The Camellia Society foregrounds Karin Montgomery’s fascination with the long histories of the plants in her garden and their social significance.

These exquisite paper reconstructions of imperfect Camellia japonica and Camellia oleifera specimens are propelled by cultural as much as botanical observation. Camellia Societies flourished in Aotearoa when the flower’s scarcity conferred social status; local conditions, however, suited the camellia so well that by the early twentieth century the former hothouse rarity had become something to expel from the fashionable garden.

The camellia’s colonial entanglement is inscribed in its name. Native to China, Japan, and other parts of East Asia, it was named in the eighteenth century by Linnaeus after Jiří Josef Kamel, a seventeenth-century Czech missionary and naturalist who never saw an example of the genus. The precise date of the flower’s arrival in Aotearoa is unrecorded, though environmental historian James Beattie notes more than fifty varieties populating prosperous settlers’ gardens by the early 1840s. By 1893, this once-rare ornamental acquired a powerful symbolic role, when the women’s suffrage movement presented white ‘Taranaki’ camellias to parliamentarians supporting the vote.

The exhibition, installed within Miles Warren’s masterpiece of Christchurch Modernism, situates the camellia within the moment it became unremarkable. Near the gallery entrance is a double-ended Kauri sofa thought to have been made at Te Waimate Mission House around 1834 – the time in which the country’s oldest surviving camellias were planted at the Waitangi Treaty Grounds by Agnes Busby.

Montgomery has also inserted native species among the exotics. The Manuka and Kōwhai are held aloft in ornately scaffolded vases by Richard Stratton. His lost-in-translation riffs on Chinese ware are a reminder of the cultural obfuscation of the Camellia’s Chinese origins. The Manuka sits atop a c.1855 cedar and kauri chiffonier; the Kōwhai occupies a c.1875 starburst marquetry specimen table by Christchurch firm, W.H. Jewell. The colonial furniture in the exhibition is from the collection of historian Dr William Cottrell.

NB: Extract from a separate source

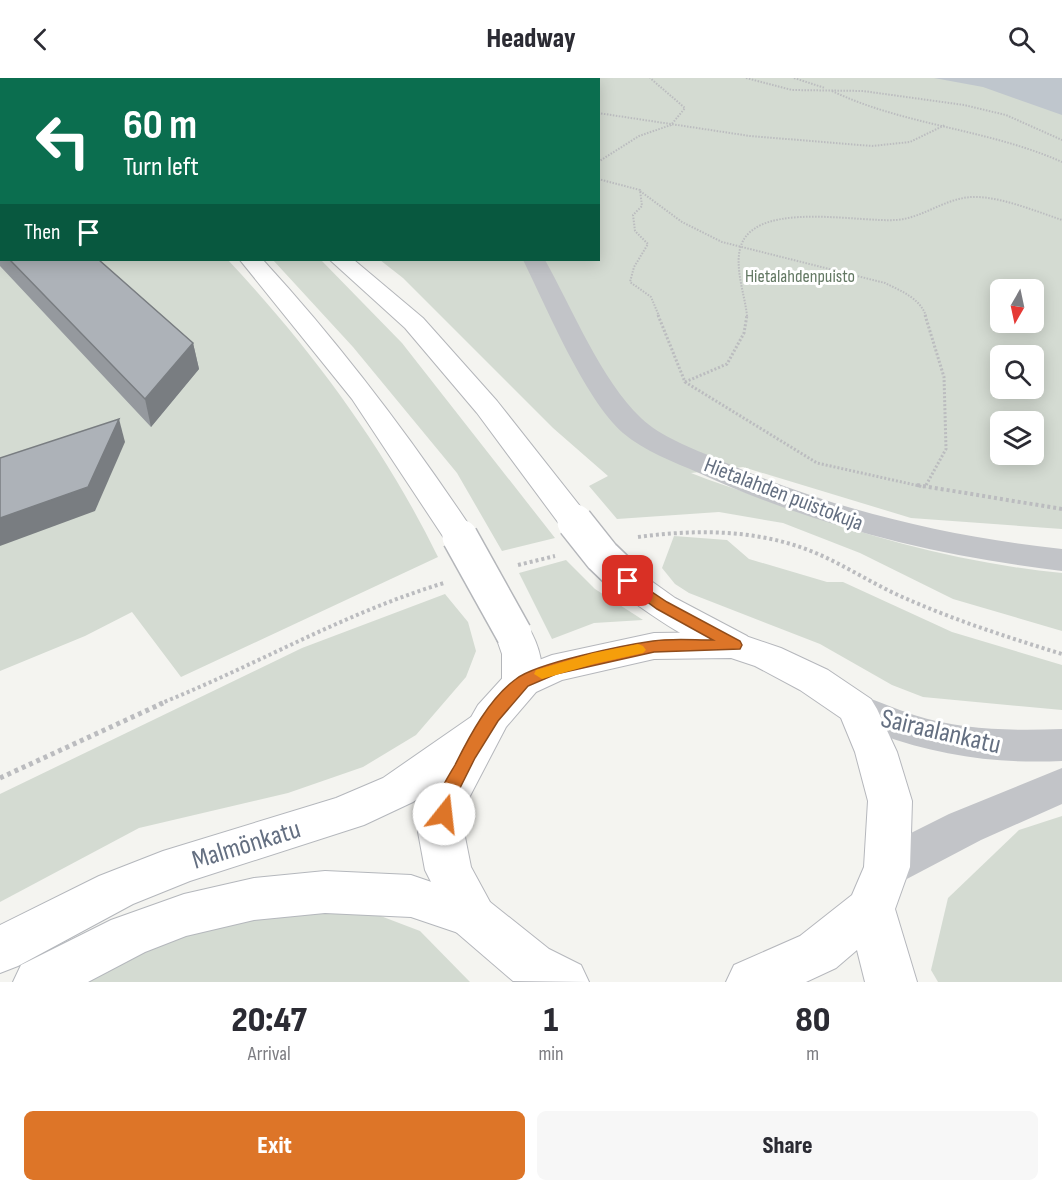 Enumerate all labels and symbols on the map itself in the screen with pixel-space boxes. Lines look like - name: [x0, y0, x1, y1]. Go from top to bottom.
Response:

Few visitors will miss the actual camellia out the window in the Japanese-influenced garden Warren established in 1962. Camellias also feature in Warren’s subsequent garden, Ohinetahi, begun in the late 1970s on the remnants of a garden developed a century earlier by botanist, ornithologist and one of New Zealand’s earliest conservationists, Thomas Potts.

Montgomery’s enthralling craft returns the wonder to common species and invites us to reflect more on the complex histories in our own backyards.

Karin Montgomery’s exceptional craft reflects her attentiveness to the ecology of her garden and immediate inner-city neighbourhood. Her art has its origins in a time of pandemic lockdown but its foundations are in earlier aesthetic experience. For many years she worked as a textile importer, kept bees in her garden and developed an appreciation of botanical art including Mary Delany’s eighteenth-century ‘paper mosaicks’ and Fanny Osborne’s studies of native flora made at the end of the nineteenth-century on Aotea Great Barrier Island. Montgomery has researched the history of plant migration, whaler gardens in Aotearoa and the Chinese origins of ubiquitous species. She has received commissions from Ngā Kohina Taonga Whakahirahira Auckland Libraries Special Collections and Te Papa Tongarewa Museum of New Zealand.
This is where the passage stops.